A punch biopsy also was performed at this time for both repeat histopathologic analysis and tissue culture. Follow-up appointments were scheduled every 2 weeks. Staining by AFB of the repeat histopathologic specimen was negative.

The patient demonstrated symptomatic and aesthetic improvement (Figure 1B) during consecutive regular follow-up appointments while culture results were pending. No lesions appeared above the left elbow and she had no lymphadenopathy. Results of blood chemistry analyses and complete blood cell count throughout follow-up were normal.

The final tissue culture report obtained 7 weeks after initial presentation showed growth of M haemophilum despite a negative smear. The swab culture that initially was taken did not grow pathogenic organisms.

The patient was referred to an infectious disease specialist who confirmed that the atypical mycobacterial infection likely was the main source of the cutaneous lesions.
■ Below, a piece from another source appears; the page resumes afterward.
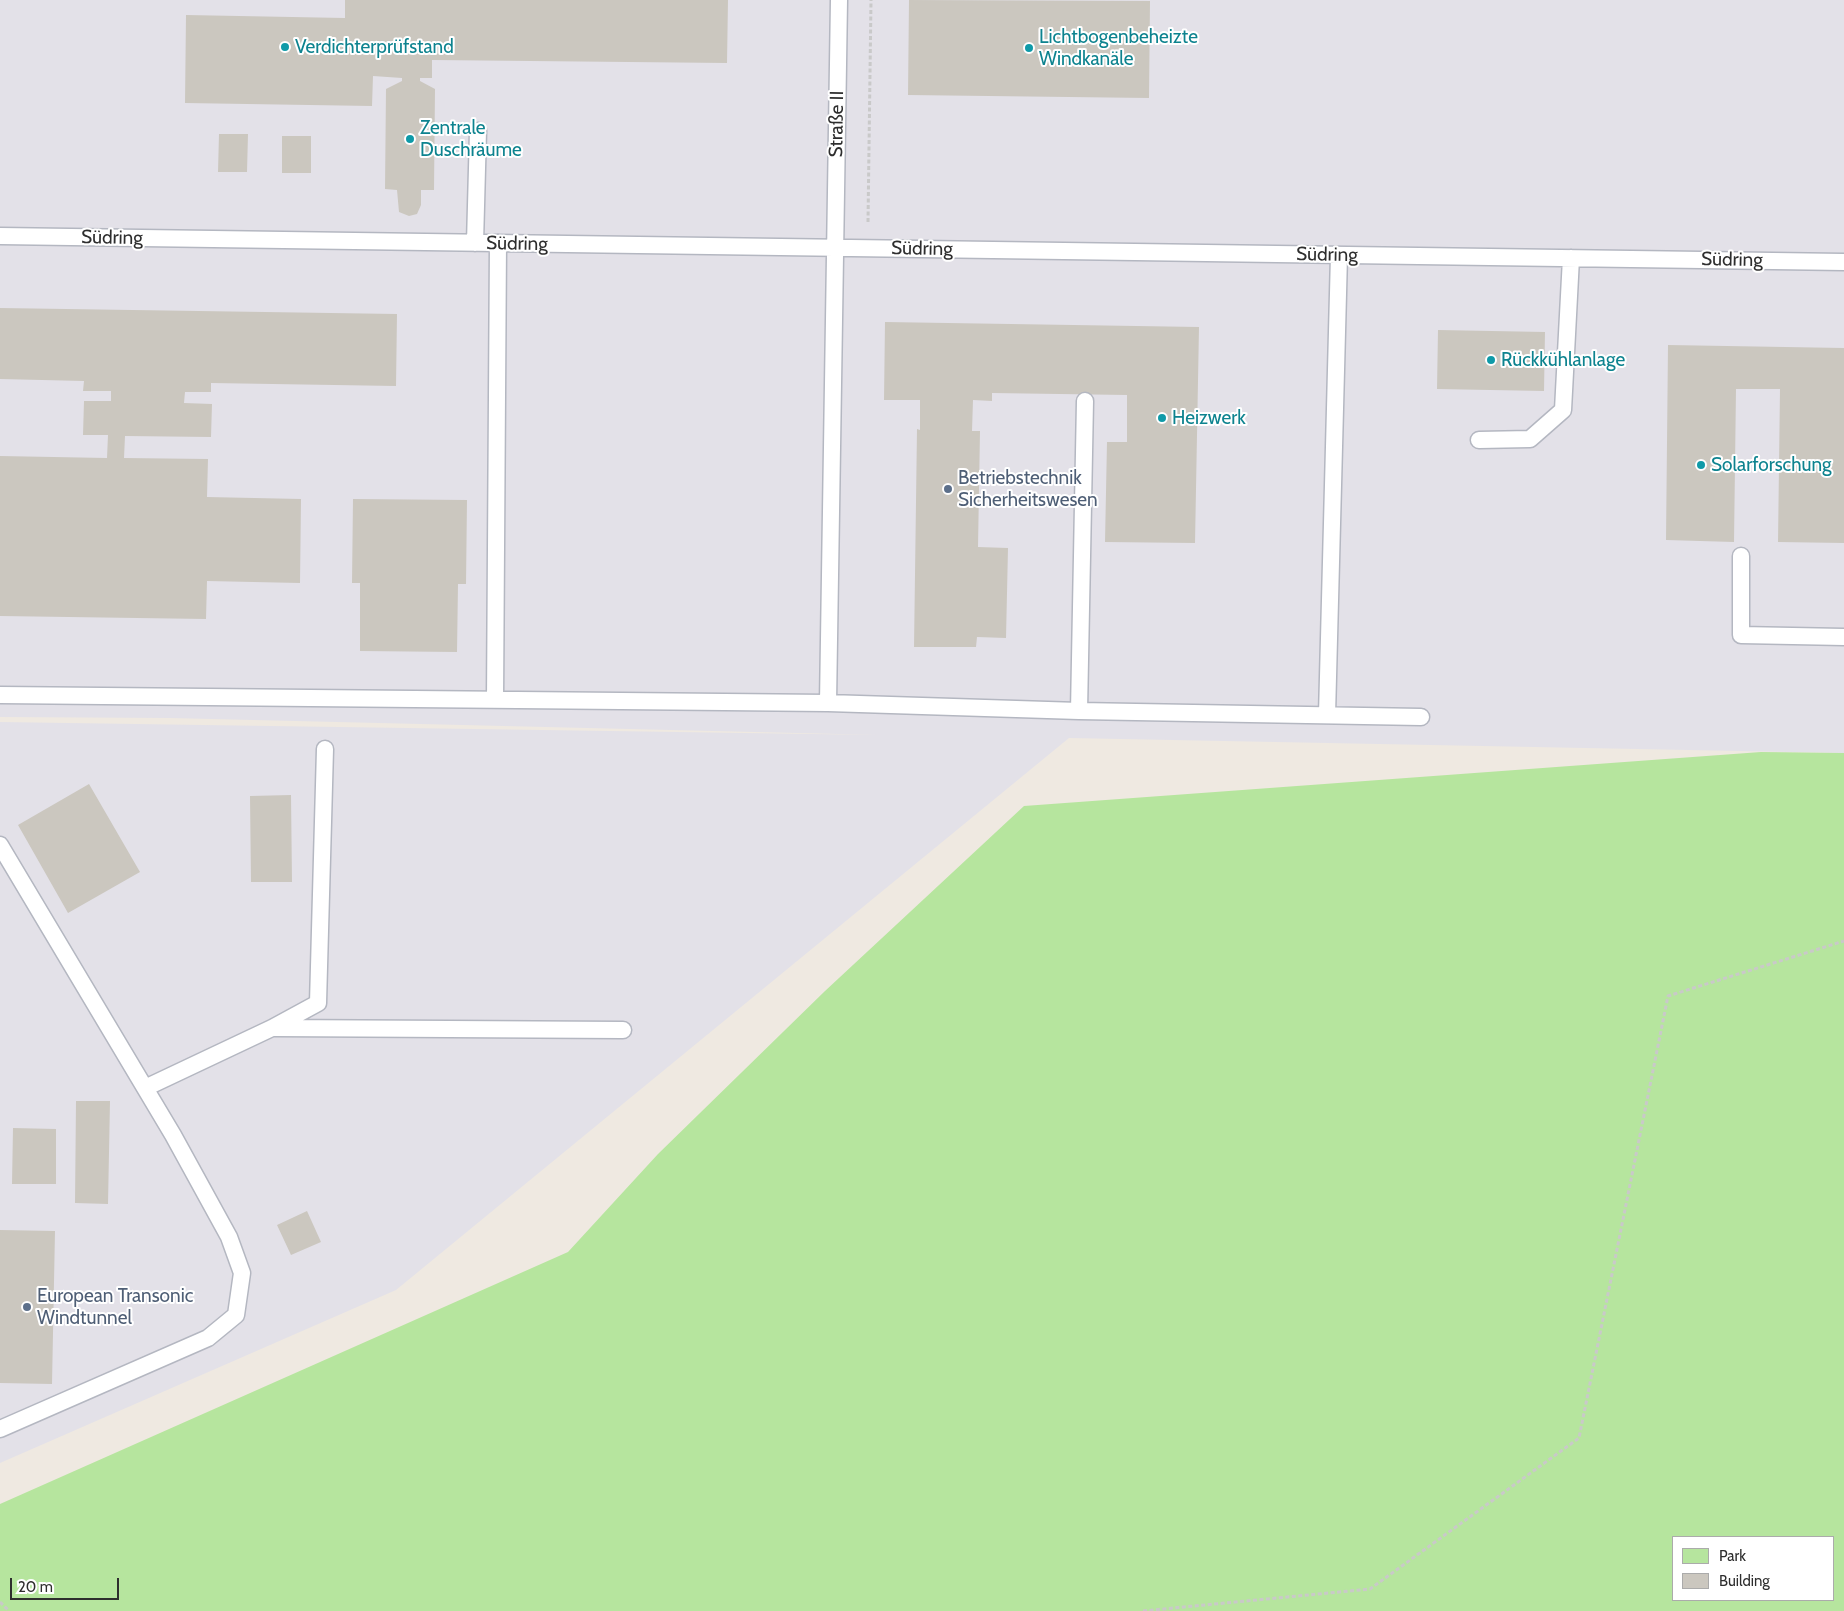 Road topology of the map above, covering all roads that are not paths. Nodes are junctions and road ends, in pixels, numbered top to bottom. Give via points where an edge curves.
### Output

She was instructed to continue econazole cream 1% and was given prescriptions for clarithromycin 500 mg twice daily, ciprofloxacin 500 mg twice daily, and rifampin 300 mg twice daily for a total duration of 12 to 18 months. The patient has remained on this triple-drug regimen and demonstrated improvement in the lesions. She has been off methotrexate while on antibiotic therapy.

Patient 2
A 79-year-old man with a medical history of chronic lymphocytic leukemia, basal cell carcinoma, and squamous cell carcinoma presented with a nonhealing, painful, red lesion on the left forearm of 1 week’s duration. Physical examination revealed a violaceous nontender plaque with erosions and desquamation that was initially diagnosed as a carbuncle. The patient reported a similar eruption on the right foot that was successfully treated with silver sulfadiazine by another physician.

Biopsy was performed by the shave method for histologic analysis and tissue culture. Doxycycline 100 mg twice daily was prescribed because of high suspicion of infection. Histologic findings revealed granulomatous inflammation with pseudoepitheliomatous hyperplasia, reported as squamous cell carcinoma. A second opinion confirmed suspicion of an infectious process; the patient remained on doxycycline. During follow-up, the lesion progressed to a 5-cm plaque studded with pustules and satellite papules. Multiple additional tissue cultures were performed over 2 months until “light growth” of M haemophilum was reported.

The patient showed minimal improvement on tetracycline antibiotics. His condition was complicated by a photosensitivity reaction to doxycycline on the left and right forearms, hands, and nose. Consequently, triamcinolone was prescribed, doxycycline was discontinued, and minocycline 100 mg twice daily and ciprofloxacin 500 mg twice daily were prescribed.

Nine months after initial presentation, the lesions were still present but remarkably improved. The antibiotic regimen was discontinued after 11 months.